It’s just two months into the school year, and students in my class are working in their student-led, heterogeneous learning communities. Students know these as just “learning communities.” In distress, “Leilani” stormed out of her learning community and walked up to me to ask, “Mr. Manfre, can I switch groups?” When I asked why, she proclaim​​ed, “Well, they just don’t get it!” At that moment, I realized Leilani was exactly where she was supposed to be.

Leilani had always been a high-performing student in mathematics. In previous years, she would correctly complete her assigned work, and then the teacher would “differentiate” by providing new material to accelerate her learning and avoid “holding her back.”

That approach fed into the misconception that high performance correlates to greater mathematical ability, when in fact, it’s actually just quick processing. Quick processors like Leilani thrive in an inequitable educational system bounded by tight time constraints of a class period, school day, and school year.

Providing Leilani with this sort of accelerated differentiation feeds into the fixed (and incorrect) mindset that she is smarter than her peers. In fact, the more I accelerate her learning, the more isolated her learning experiences become, narrowing her perspectives of mathematics and decreasing opportunities for her to develop conceptual understanding through discourse.

For every Leilani, there’s a “Keala,” a “low-performing” student who is only perceived this way because she’s not a quick processor. Keala needs to understand the intricacies of the whys and hows of mathematics in order to fully process it. She may also need more visuals, as it is harder for her to grasp abstract concepts. Keala’s needs would be seen as an inconvenience in a classroom that valued fluency above all.

Typical Differentiation

In many math classrooms, teachers work hard trying to meet the different needs of their students. You may see typical differentiated classrooms working with three isolated stations: (1) the Leilanis working by themselves or collaboratively on accelerated material, (2) the Kealas receiving small group differentiated instruction, and (3) the rest of the class working individually, in pairs, or in small groups on grade-level content.

The problem is, when high-performing students are placed in these homogeneous groupings, nobody has to ask (or answer) the depth questions of  “why” and “how” for multiple reasons:

  • Mistakes are at a minimum, so even when there is discourse, there is much agreement over the most likely correct answer.
  • Since there are fewer mistakes, students develop math anxiety, or fear of being wrong, and are less likely to ask questions that would show they don’t know.
  • The teacher is often spending most of their time with the struggling low performers and not able to ask questions to challenge and extend the conceptual understanding of the high performers. This also leads to lower-performing students being conditioned as passive recipients of learning instead of active contributors to their learning environment.

What if isolated differentiation was not the solution? What if there was a way to have “differentiation through inclusivity” where students at different mathematical performance levels got their individual needs met, not through isolation, but by working together? There is.

In order to receive differentiation through inclusivity, there is an overarching core belief and three key components that must be addressed.

Core belief: All students are capable of learning mathematics through different processing times and mechanisms.
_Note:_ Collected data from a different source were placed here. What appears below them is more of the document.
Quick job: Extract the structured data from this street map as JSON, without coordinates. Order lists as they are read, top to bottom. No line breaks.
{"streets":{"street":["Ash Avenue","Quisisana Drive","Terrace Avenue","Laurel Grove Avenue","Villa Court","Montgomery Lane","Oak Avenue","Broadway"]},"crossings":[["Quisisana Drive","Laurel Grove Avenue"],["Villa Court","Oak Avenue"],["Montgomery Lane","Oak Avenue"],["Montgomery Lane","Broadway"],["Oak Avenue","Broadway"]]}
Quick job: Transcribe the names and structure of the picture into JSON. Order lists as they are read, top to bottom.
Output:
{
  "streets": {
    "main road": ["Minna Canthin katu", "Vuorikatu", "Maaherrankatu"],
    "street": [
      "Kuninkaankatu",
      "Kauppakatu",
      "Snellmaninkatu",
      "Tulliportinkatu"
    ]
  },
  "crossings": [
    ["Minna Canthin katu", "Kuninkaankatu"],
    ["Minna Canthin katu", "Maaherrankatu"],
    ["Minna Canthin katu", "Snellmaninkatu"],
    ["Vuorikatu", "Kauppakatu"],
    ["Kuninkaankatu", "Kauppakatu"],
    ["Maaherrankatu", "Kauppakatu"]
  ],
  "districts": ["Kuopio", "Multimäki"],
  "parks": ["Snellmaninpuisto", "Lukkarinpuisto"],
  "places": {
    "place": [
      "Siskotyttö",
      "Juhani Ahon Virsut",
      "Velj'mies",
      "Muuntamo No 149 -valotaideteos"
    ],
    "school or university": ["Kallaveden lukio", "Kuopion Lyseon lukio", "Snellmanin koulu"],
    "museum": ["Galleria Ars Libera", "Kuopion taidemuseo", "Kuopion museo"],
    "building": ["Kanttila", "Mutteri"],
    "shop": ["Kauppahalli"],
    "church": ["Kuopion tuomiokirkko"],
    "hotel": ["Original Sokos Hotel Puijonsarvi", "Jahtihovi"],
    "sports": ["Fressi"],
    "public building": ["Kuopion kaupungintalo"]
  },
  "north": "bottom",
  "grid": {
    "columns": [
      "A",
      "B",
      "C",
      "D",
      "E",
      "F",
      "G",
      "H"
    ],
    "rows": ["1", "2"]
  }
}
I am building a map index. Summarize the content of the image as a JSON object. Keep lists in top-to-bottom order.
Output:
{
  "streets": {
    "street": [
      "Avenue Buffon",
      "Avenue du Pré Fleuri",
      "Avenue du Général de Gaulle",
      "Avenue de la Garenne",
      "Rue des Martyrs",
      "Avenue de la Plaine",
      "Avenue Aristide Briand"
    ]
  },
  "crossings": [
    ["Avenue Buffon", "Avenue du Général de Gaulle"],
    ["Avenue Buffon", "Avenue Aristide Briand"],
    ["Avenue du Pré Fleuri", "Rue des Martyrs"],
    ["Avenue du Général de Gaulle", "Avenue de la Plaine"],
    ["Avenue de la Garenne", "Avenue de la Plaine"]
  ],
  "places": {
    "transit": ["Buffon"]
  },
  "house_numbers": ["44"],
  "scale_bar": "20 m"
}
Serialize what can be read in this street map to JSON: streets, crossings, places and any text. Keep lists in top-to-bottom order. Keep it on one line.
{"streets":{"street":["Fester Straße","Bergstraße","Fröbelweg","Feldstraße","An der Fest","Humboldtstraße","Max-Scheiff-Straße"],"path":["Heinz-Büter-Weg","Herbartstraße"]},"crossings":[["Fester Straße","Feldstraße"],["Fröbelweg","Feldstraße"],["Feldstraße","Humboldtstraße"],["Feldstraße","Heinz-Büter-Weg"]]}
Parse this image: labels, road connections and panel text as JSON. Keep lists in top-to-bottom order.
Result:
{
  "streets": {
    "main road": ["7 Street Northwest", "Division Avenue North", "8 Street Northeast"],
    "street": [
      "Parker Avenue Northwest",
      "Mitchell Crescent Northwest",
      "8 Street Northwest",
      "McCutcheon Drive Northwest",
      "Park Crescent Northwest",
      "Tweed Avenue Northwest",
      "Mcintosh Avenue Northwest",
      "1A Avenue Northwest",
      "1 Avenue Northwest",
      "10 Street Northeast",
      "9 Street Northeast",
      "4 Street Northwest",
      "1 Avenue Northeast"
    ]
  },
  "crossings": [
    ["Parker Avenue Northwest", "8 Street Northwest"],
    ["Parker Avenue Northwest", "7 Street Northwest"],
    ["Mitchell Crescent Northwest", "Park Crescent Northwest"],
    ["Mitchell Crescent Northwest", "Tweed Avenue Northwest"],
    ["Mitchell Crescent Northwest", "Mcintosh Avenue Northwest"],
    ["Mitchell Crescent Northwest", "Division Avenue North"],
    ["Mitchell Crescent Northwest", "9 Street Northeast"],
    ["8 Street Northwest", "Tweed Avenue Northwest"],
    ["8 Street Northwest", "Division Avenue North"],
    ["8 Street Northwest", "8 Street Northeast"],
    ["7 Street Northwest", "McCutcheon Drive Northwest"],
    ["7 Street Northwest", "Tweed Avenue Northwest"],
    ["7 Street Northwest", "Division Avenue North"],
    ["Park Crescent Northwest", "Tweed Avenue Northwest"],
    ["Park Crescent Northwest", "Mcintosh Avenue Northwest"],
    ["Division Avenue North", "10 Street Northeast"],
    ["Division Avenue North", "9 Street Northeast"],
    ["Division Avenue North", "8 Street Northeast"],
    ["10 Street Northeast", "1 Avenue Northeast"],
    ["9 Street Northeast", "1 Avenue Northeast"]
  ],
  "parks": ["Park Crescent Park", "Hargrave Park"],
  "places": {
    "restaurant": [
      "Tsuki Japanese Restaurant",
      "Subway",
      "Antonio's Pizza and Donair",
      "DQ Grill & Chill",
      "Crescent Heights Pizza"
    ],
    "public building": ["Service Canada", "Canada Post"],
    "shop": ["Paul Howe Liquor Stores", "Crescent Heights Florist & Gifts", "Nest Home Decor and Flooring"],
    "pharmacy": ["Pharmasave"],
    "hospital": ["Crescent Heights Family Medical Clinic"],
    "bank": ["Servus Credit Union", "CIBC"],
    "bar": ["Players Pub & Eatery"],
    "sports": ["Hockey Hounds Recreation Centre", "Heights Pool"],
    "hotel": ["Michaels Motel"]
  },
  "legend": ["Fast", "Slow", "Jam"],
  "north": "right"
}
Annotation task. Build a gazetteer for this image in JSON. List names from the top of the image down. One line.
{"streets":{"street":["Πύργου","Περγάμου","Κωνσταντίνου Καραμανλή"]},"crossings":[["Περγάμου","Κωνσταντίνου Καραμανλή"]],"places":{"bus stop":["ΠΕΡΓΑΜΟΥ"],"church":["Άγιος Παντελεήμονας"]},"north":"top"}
Some need more time, others need alternative approaches or additional scaffolds, but all can learn math.

If we embrace this core belief, then we truly understand that people aren’t good or bad at math, just unique in how they bridge surface to deep to transfer learning. Archaic math classrooms honor and reward the quick processors and their speed in fluency over the rest; whereas contemporary math classrooms are grounded in research that values and prioritizes deep conceptual understanding, which comes from embracing the knowledge that mathematics can be learned and executed in multiple ways through many different representations.

3 Components of Differentiation Through Inclusivity

1. Heterogeneous grouping. Intentionally created heterogeneous learning environments allow students to serve as a part of the curriculum for their peers. These heterogeneous environments shift the focus from typical differentiation by product to differentiation by process with students at the center.

Productive struggle comes from the wide range of levels of learners working together on a common task and learning with and from one another. Students in heterogeneous grouping ensure diversity of ideas and opportunities for discourse around such ideas, leading to greater conceptual understanding.

2. Communicated value of heterogeneous grouping. Students need to see value in engaging in such higher-order discourse around diversity of understanding. I use “tiers of understanding” to create the personalized value for the mixed levels of learners to work together.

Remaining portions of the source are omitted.